Due to a mix of the WBC, Out of the Park Baseball (review next Friday!) and Zelda, I’ve been slacking a bit on the Bizarre Baseball Culture front, so…
In Bizarre Baseball Culture, I take a look at some of the more unusual places where baseball has reared it’s head in pop culture and fiction.
In honor of the Power Rangers reboot we didn’t ask for (which I also haven’t seen yet), the Baseball Continuum is going through the baseball episodes of the Power Rangers franchise. Previously, we looked at episodes from the original Mighty Morphin series and the Zeo series. This time, we are looking at an episode from the series that followed Zeo: Power Rangers Turbo. Adapted from the Sentai series Gekisou Sentai Carranger, the series first aired in 1997, well after I had stopped watching Power Rangers. In fact, this will be the first Power Rangers series entry for Bizarre Baseball Culture where my knowledge is almost entirely from what I find on the internet.
The theme song, however, remains catchy:
So, head below the jump for more on the Turbo episode “The Curve Ball”.
First, a quick primer: the Zeo Rangers had to change to new “Turbo” powers for some reason (mostly doing with merchandising and footage available, I’d imagine), but then midseason had to leave, forcing a new group of Power Rangers to take over. Those Rangers are…
- T.J. Johnson, AKA the Red Ranger. Played by Selwyn Ward, he was the first African-American Red Ranger and thus by definition the first African-American leader of the Power Rangers.

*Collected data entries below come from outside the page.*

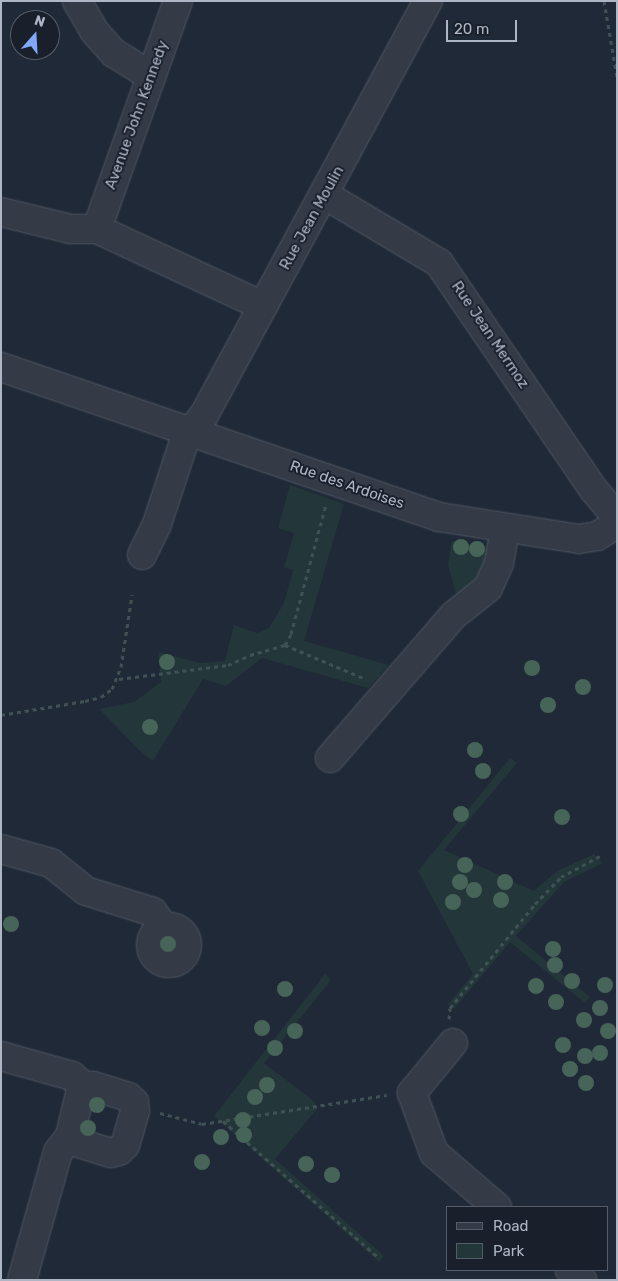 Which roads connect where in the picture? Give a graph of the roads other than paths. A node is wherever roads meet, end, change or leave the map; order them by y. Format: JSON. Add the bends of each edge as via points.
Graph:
{"nodes":[{"id":1,"x":77,"y":1,"type":"edge"},
{"id":2,"x":178,"y":1,"type":"edge"},
{"id":3,"x":428,"y":1,"type":"edge"},
{"id":4,"x":151,"y":76,"type":"junction"},
{"id":5,"x":325,"y":195,"type":"junction"},
{"id":6,"x":1,"y":212,"type":"edge"},
{"id":7,"x":97,"y":230,"type":"junction"},
{"id":8,"x":263,"y":306,"type":"junction"},
{"id":9,"x":1,"y":367,"type":"edge"},
{"id":10,"x":191,"y":432,"type":"junction"},
{"id":11,"x":617,"y":517,"type":"edge"},
{"id":12,"x":617,"y":524,"type":"edge"},
{"id":13,"x":505,"y":529,"type":"junction"},
{"id":14,"x":142,"y":555,"type":"dead end"},
{"id":15,"x":330,"y":758,"type":"dead end"},
{"id":16,"x":1,"y":849,"type":"edge"},
{"id":17,"x":164,"y":928,"type":"dead end"},
{"id":18,"x":451,"y":1031,"type":"road end"},
{"id":19,"x":1,"y":1056,"type":"edge"},
{"id":20,"x":85,"y":1087,"type":"junction"},
{"id":21,"x":70,"y":1136,"type":"junction"},
{"id":22,"x":496,"y":1206,"type":"edge"},
{"id":23,"x":571,"y":1271,"type":"edge"},
{"id":24,"x":22,"y":1280,"type":"edge"},
{"id":25,"x":582,"y":1280,"type":"edge"}],
"edges":[{"from":1,"to":4,"type":"street","via":[[94,31],[114,53]]},
{"from":2,"to":4,"type":"street","name":"Avenue John Kennedy"},
{"from":3,"to":5,"type":"street","name":"Rue Jean Moulin"},
{"from":4,"to":7,"type":"street","name":"Avenue John Kennedy"},
{"from":5,"to":8,"type":"street","name":"Rue Jean Moulin"},
{"from":5,"to":11,"type":"street","name":"Rue Jean Mermoz","via":[[423,250],[446,270],[598,495]]},
{"from":6,"to":7,"type":"street","via":[[70,229]]},
{"from":7,"to":8,"type":"street"},
{"from":8,"to":10,"type":"street","name":"Rue Jean Moulin","via":[[204,415]]},
{"from":9,"to":10,"type":"street","name":"Rue des Ardoises"},
{"from":10,"to":13,"type":"street","name":"Rue des Ardoises","via":[[439,517]]},
{"from":10,"to":14,"type":"street","via":[[181,448],[157,524]]},
{"from":12,"to":13,"type":"street","name":"Rue des Ardoises","via":[[588,539]]},
{"from":13,"to":15,"type":"street","via":[[500,563],[488,588],[454,615]]},
{"from":16,"to":17,"type":"street","via":[[51,863],[86,890],[153,912]]},
{"from":18,"to":22,"type":"street","via":[[412,1093],[434,1153]]},
{"from":19,"to":20,"type":"street","via":[[72,1076]]},
{"from":20,"to":21,"type":"street","via":[[80,1094]]},
{"from":20,"to":21,"type":"street","via":[[93,1086],[128,1097],[136,1106],[125,1145],[112,1153],[76,1142]]},
{"from":21,"to":24,"type":"street","via":[[58,1152]]},
{"from":23,"to":25,"type":"street"}]}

- Justin Stewart, AKA the Blue Ranger. A kid who transforms into the adult Blue Ranger, played by Blake Foster. Foster would later play Peter Brady in a Brady Bunch TV movie.
- Carlos Vallerte, AKA the Green Ranger. Portrayed by Roger Velasco.

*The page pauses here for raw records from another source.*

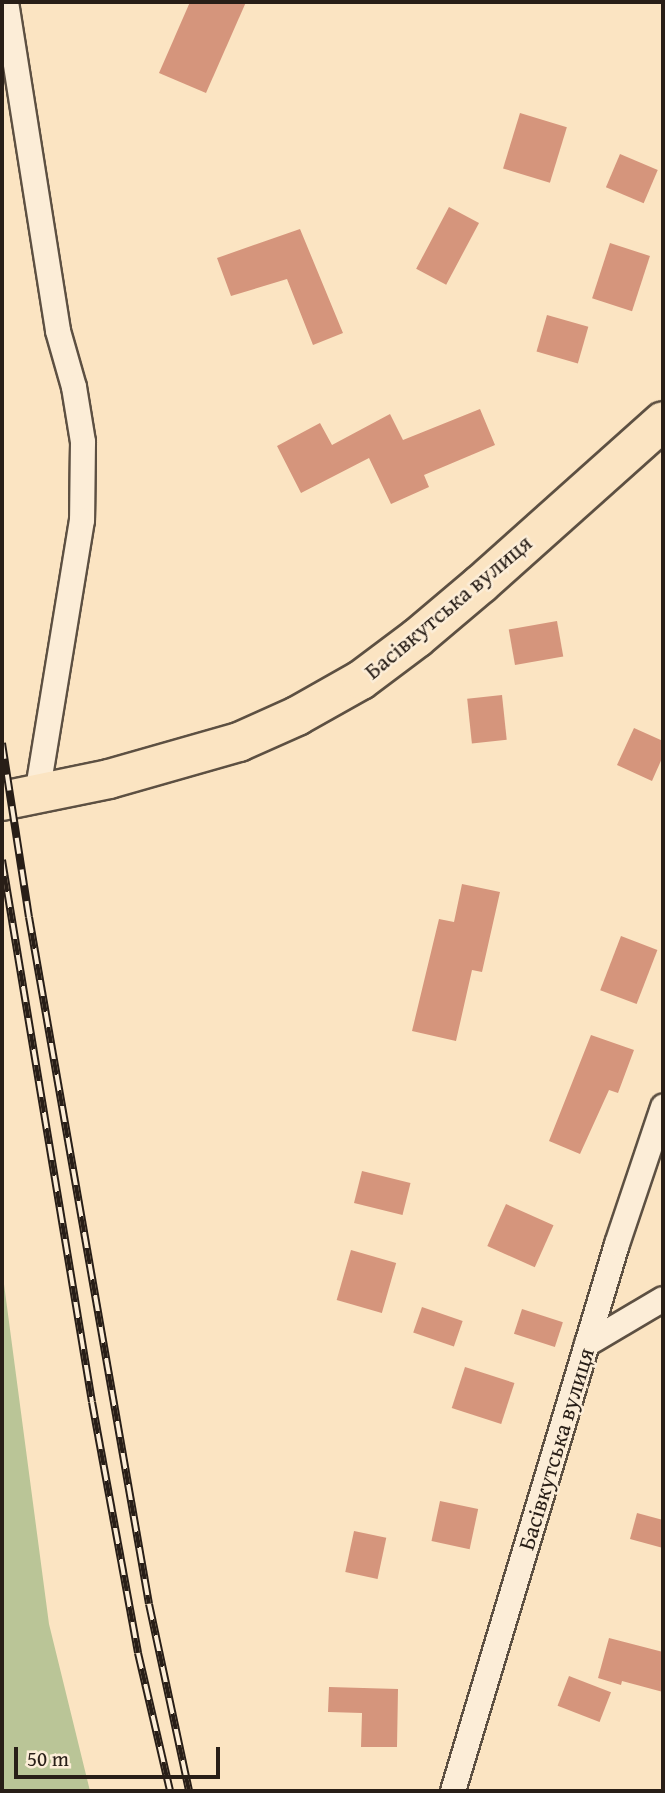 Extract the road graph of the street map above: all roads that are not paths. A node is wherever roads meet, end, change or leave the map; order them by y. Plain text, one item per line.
1 (6, 2) edge
2 (663, 421) edge
3 (19, 798) edge
4 (663, 1107) edge
5 (663, 1299) edge
6 (587, 1344) junction
7 (453, 1791) edge

1 - 3 street
2 - 3 main road, Басівкутська вулиця
4 - 6 street, Басівкутська вулиця
5 - 6 street
6 - 7 street, Басівкутська вулиця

- Ashley Hammond, AKA the Yellow Ranger (not color-coding because yellow is hard to read). Portrayed by Tracy Lynn Cruz.
- Cassie Chan, AKA the Pink Ranger. Portrayed by Patricia Ja Lee, who has since gone on to do some voicework in video games and cartoons.
Together, they fight the evil intergalactic queen Divatox, as one does. The only remaining cast members from the first season are Paul Schrier and Jason Narvy as Bulk and Skull.
So anyway, time for “The Curve Ball”:
We begin, of course, at a diamond:
T.J.’s team has the game tied, but after giving some advice to one player to use an aluminum bat because it’s lighter and to choke up a bit, he is rudely interrupted. He and Carlos get a trouble alert on their morphers and have to leave the team in their moment of need! To the show’s credit, they actually point out how effing weird this is and one of their teammates immediately calls them out on it as they leave to take the call.
Also, it should be noted that whatever league T.J. and Carlos play in is pretty lax as far as uniform policy:
So… basically… all you need is a red hat, and you can wear whatever else you want. That is convenient for allowing the Rangers to use their assigned colors, but it isn’t very professional for anything above a beer league. And before you go saying that maybe this is a beer league, consider A) that these are “teenagers with attitude” who shouldn’t be having beer and B) LOOK BEHIND THEM.
BASEBALL LEAGUE SCHEDULE. That suggests this is somewhat organized. So obviously this league is pretty sloppily run or… you know what? Who cares! This is the Power Rangers, and not even one of the more “adult” seasons (which I am told do exist). Maybe we should just think to ourselves “it’s just a show” and really just relax.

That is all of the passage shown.